Con las funciones presentadas anetriormente, se permite la lectura de los correos electronicos de manera prográmatica y el preprocesamiento de los mismos para eliminar aquellos componentes que no resultan de utilidad para la deteccion de correos SPAM. Sin embargo, cada uno de los correos sigue estando representado por un diccionario de Python con una serie de palabras.

In [11]:
# Cargar el índice y las etiquetas en memoria.
index = parse_index("datasets/datasets/trec07p/full/index", 1)

In [12]:
import os

open(index[0]["email_path"]).read()

'From RickyAmes@aol.com  Sun Apr  8 13:07:32 2007\nReturn-Path: <RickyAmes@aol.com>\nReceived: from 129.97.78.23 ([211.202.101.74])\n\tby speedy.uwaterloo.ca (8.12.8/8.12.5) with SMTP id l38H7G0I003017;\n\tSun, 8 Apr 2007 13:07:21 -0400\nReceived: from 0.144.152.6 by 211.202.101.74; Sun, 08 Apr 2007 19:04:48 +0100\nMessage-ID: <WYADCKPDFWWTWTXNFVUE@yahoo.com>\nFrom: "Tomas Jacobs" <RickyAmes@aol.com>\nReply-To: "Tomas Jacobs" <RickyAmes@aol.com>\nTo: the00@speedy.uwaterloo.ca\nSubject: Generic Cialis, branded quality@ \nDate: Sun, 08 Apr 2007 21:00:48 +0300\nX-Mailer: Microsoft Outlook Express 6.00.2600.0000\nMIME-Version: 1.0\nContent-Type: multipart/alternative;\n\tboundary="--8896484051606557286"\nX-Priority: 3\nX-MSMail-Priority: Normal\nStatus: RO\nContent-Length: 988\nLines: 24\n\n----8896484051606557286\nContent-Type: text/html;\nContent-Transfer-Encoding: 7Bit\n\n<html>\n<body bgcolor="#ffffff">\n<div style="border-color: #00FFFF; border-right-width: 0px; border-bottom-width: 0

In [13]:
# Parsear el primer correo.

mail, label = parse_email(index[0])
print("El correo es: ", label, "\n")
print(mail)

El correo es:  spam 

{'subject': ['gener', 'ciali', 'brand', 'qualiti'], 'body': ['do', 'feel', 'pressur', 'perform', 'rise', 'occasiontri', 'viagrayour', 'anxieti', 'thing', 'past', 'willb', 'back', 'old', 'self'], 'content_type': 'multipart/alternative'}


El algoritmo de regersion logística no es capaz de ingerir texto como parte de DataSet.
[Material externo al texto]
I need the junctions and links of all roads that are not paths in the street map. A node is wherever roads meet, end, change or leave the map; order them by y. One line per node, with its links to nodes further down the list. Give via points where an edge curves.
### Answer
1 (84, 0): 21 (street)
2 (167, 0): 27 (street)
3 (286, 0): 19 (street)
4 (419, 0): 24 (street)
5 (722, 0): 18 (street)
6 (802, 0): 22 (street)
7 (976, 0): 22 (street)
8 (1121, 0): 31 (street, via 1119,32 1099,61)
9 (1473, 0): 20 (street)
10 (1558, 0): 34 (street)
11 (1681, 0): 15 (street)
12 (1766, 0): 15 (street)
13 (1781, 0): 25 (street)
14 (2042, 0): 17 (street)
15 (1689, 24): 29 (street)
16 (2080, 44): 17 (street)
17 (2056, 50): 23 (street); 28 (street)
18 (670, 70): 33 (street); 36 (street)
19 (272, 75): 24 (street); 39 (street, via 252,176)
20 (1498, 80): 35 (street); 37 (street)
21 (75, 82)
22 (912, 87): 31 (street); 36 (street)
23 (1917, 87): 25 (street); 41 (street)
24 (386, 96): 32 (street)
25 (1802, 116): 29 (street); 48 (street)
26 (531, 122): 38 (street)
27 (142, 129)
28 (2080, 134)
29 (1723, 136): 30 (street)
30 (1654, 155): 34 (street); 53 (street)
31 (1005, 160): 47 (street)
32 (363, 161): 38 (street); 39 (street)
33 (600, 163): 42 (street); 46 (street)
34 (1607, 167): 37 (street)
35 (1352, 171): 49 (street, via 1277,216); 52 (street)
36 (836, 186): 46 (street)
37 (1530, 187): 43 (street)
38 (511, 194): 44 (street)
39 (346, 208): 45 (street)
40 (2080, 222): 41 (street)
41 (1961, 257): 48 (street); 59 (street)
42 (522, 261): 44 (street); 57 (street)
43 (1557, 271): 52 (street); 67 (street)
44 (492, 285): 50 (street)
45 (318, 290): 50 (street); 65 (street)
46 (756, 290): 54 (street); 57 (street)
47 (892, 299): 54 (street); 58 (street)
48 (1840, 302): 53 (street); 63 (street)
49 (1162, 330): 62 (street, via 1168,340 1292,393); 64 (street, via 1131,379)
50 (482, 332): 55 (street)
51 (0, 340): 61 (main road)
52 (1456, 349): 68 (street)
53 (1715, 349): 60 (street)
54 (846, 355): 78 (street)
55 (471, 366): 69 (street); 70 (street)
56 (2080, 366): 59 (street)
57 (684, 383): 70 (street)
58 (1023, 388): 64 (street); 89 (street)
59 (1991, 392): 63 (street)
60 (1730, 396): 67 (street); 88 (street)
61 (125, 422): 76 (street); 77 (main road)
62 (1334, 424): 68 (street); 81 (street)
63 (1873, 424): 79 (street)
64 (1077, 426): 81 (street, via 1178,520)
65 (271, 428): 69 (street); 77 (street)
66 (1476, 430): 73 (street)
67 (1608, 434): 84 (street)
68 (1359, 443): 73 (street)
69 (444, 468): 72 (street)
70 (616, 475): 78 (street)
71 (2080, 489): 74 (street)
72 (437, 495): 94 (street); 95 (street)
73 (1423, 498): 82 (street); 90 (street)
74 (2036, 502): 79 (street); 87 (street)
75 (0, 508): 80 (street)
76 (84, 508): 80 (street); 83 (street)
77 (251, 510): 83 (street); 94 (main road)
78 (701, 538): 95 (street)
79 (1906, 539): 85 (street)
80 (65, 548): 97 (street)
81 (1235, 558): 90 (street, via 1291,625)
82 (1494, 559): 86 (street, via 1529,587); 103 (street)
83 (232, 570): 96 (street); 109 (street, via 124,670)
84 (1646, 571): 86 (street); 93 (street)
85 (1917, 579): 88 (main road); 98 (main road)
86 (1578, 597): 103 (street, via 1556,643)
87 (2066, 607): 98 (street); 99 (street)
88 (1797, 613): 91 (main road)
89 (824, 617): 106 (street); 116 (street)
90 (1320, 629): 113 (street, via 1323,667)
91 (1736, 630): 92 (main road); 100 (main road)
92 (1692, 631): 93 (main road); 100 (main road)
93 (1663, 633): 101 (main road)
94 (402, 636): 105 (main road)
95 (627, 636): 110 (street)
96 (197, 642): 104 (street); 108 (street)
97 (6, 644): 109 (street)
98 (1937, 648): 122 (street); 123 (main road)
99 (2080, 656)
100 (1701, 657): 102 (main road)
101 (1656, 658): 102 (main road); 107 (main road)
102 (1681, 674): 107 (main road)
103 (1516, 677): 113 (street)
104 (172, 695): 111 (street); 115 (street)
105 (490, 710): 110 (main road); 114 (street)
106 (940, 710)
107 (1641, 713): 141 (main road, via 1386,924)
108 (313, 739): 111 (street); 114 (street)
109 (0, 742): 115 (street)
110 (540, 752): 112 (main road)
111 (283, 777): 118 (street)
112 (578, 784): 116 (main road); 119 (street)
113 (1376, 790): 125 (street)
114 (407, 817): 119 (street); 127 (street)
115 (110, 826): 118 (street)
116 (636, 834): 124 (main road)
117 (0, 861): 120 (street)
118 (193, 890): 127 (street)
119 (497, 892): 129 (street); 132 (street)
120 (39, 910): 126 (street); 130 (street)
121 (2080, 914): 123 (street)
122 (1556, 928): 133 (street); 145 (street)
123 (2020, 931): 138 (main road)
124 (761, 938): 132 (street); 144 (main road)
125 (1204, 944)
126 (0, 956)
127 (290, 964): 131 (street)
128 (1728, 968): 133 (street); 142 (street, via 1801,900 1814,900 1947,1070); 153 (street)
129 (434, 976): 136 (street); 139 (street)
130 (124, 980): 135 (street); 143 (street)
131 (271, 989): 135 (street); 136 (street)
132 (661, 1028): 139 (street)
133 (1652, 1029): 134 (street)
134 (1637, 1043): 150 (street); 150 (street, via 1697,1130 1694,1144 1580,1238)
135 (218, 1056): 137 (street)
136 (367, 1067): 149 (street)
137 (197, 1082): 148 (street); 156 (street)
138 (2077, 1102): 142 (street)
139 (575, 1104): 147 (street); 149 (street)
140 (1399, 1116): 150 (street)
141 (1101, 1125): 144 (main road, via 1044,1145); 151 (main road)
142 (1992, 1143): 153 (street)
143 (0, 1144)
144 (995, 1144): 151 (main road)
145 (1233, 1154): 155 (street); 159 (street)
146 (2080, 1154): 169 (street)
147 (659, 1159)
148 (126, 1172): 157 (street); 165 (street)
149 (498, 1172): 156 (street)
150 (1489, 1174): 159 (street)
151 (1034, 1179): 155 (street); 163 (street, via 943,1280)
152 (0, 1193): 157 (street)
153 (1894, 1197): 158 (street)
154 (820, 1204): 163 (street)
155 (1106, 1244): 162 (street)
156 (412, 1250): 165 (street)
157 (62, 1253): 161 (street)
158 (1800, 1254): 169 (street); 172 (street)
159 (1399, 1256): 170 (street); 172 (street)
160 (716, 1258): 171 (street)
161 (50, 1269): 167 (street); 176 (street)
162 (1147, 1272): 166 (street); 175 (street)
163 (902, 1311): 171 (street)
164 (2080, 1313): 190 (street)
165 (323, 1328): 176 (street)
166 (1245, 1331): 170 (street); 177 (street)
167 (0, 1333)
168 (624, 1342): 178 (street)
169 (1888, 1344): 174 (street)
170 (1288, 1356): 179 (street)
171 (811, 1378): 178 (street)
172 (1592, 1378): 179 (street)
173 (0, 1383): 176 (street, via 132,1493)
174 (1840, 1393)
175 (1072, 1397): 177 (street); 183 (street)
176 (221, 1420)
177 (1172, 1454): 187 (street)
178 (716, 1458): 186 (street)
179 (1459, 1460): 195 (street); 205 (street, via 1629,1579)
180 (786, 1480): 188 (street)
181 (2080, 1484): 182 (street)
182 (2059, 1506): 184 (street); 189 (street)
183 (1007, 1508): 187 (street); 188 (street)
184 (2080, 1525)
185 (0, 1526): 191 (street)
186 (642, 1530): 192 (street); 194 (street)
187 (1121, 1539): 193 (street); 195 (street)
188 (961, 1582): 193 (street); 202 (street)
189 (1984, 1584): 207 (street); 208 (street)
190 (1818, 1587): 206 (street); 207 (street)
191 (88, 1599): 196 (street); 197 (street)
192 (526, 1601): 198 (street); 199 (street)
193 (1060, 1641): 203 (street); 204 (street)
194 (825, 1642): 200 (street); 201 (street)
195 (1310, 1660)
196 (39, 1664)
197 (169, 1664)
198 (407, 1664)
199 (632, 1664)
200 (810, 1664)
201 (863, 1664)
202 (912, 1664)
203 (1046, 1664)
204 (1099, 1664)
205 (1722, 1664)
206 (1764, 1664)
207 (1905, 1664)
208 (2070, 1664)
Por lo tanto, deben aplicarse una serie de funciones adicionales que transformen el texto de los correos electrónicos pensados en un representación numerica.

##### Aplicación CounVectorizer

In [14]:
from sklearn.feature_extraction.text import CountVectorizer

# Preparar el email en una cadena de texto
prep_email = [" ".join(mail['subject']) + " ".join(mail['body'])]

vectorizer = CountVectorizer()
X = vectorizer.fit(prep_email)

print("e-mail", prep_email, "\n")
print("Caracteristicas de entrada", vectorizer.get_feature_names_out())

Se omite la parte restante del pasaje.